Elasticsearch & SmartOS

The Postmark team has been busy with our continuing effort to double down on Elasticsearch. In our more recent efforts, we have been focused on increasing the stability and availability of our infrastructure. Automating and adopting the SmartOS platform have been at the forefront of our goals. If you’re considering Elasticsearch on SmartOS, I encourage you to read on!

The start of something beautiful #

Late last year we migrated some of our virtualized environments to SmartOS. The benefits of the platform were immediate. Processes running in production are able to be inspected with negligible impact to performance with DTrace. Process isolation provided by Zones ensures misbehaving processes will not be able to impact other processes. ZFS maintains our data integrity, and allows us to expand without concern. These features and experiences compelled us to evaluate how well Elasticsearch and SmartOS would work together.

The features provided by SmartOS heavily influenced our decision to pursue it as the platform for Elasticsearch. The ZFS filesystem provides unsurpassed data integrity features, native send and receive support for datasets, and a performance focused cache. Comparing ZFS to alternative filesystems seemed almost unfair, these features simply don’t exist in the alternatives.

Initially we were concerned about diverging from the standard of deploying onto Linux.
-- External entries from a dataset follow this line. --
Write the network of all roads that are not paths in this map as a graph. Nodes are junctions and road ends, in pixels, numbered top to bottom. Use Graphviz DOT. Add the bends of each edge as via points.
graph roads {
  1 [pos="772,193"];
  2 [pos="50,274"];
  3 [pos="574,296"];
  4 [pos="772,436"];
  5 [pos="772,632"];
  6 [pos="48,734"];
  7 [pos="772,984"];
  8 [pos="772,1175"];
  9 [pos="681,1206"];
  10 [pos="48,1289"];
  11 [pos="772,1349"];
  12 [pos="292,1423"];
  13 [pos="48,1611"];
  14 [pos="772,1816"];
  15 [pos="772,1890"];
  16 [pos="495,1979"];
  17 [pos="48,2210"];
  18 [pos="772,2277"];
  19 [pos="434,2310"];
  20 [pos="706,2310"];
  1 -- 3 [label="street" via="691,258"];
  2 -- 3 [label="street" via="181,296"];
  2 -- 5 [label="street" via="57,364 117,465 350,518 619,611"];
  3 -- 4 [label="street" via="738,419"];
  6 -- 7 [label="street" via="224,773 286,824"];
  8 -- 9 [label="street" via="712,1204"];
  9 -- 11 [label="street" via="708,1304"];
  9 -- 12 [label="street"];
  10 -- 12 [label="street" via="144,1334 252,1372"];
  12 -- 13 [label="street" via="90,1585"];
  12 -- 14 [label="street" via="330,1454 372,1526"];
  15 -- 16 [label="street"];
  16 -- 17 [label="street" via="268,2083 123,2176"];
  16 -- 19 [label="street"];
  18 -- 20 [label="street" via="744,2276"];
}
Although the advantages offered by SmartOS are attractive, without knowing whether or not Elasticsearch would function and perform well on SmartOS was a question we needed answered. We reached out to the SmartOS community and found that many high profile projects have been, and continue to, run Elasticsearch on SmartOS. With the validation from the community we continued to dig in to see for ourselves. Our first step was to prepare an environment for evaluation. Having SmartOS responsible for our virtualization already, we simply provisioned a new SmartOS instance. Although there are images with Elasticsearch preinstalled we opted to start with a minimal image, allowing us to install the most recent release without the potential for conflicts. With a running instance we proceeded to install Elasticsearch, then we added test data for benchmarking. We compared I/O to other platforms, and observed improvements with SmartOS. This came as no surprise given our history with the ZFS filesystem. While observing CPU and memory utilization, we noticed a negligible difference between platforms when compared to bare metal. However, when compared to other platforms offering operating system virtualization, the maturity and completeness of SmartOS shone through convincing us to continue our journey with the platform.

Making the invisible visible #

The capability to truly understand what a system is doing is crucial to resolving issues and identifying bottlenecks. As such, profiling application behavior is a non-negotiable requirement of all considered platforms. Traditionally tools like strace, iostat, tcpdump, and lsof were used to get insight into system and application behavior, however these tools only touch the surface and require constant context switching. These tools also impact system performance, resulting in a reluctance to use them in production environments. DTrace, provided by SmartOS, is able to provide significantly more visibility than traditional tools are capable of, with negligible impact to performance. As an example, it’s a matter of executing the following one-liner to find all files opened by our Elasticsearch process:

dtrace -n 'syscall::open*:entry /execname == "java"/ { @[execname, copyinstr(arg0)] = count() } tick-1sec { printa(@); trunc(@) }'

Gaining this type of insight into production processes is incredibly useful and powerful, if you’re keen to learn more about DTrace I strongly recommend reading the DTrace Guide.

The lonely zone #

We wanted the ability to provide a truly isolated environment for processes. SmartOS was able to satisfy this requirement with zones, which isolates processes, network, and namespaces. Resources are allocated to a zone, and the processes within are restricted from exceeding this resource limit. These limits ensure that should a process misbehave, the process will not impact others, and the underlying server will remain available. If you’ve been unable to connect to a server due to load, this solves your problem.

Chef on the run We need to be able to quickly, reliably, and repeatedly deploy Elasticsearch. Being proponents of automation we knew this was achievable. We automate with Chef and decided to look to the community to find a suitable cookbook. Unfortunately, at the time, no cookbook was able to scratch our itch, so we decided to roll up our sleeves and write our own. The result was a cookbook that could easily deploy to both SmartOS and RHEL platforms, support for plugin installation, and two new resources for you to include in your cookbooks. You can find the cookbook on GitHub today. If you’d like to improve on it, we’re looking forward to your pull requests!

Wrapping it up with monitoring #

There is no shortage of options available to monitor Elasticsearch. We’ve evaluated our fair share of options including Head, Kopf, Paramedic, and Marvel. All provide a similar dashboard overview, charts, node and index statistics. However it’s Marvel that won us over with it’s modern interface, simple installation, scope, and wide-array of tunables. Marvel compliments monitoring solutions like NewRelic, providing insight into issues brought to your attention by NewRelic and the ilk. I encourage you to try any and all monitoring solutions as your mileage may vary, and every team has different needs.

As we’ve continued to grow with Elasticsearch and SmartOS we’ve seen improved stability with no downtime to date. One of the best benefits so far has been storage expansion. Just this week we added another 5TB of capacity without rebooting a single server. You’ve gotta’ love ZFS.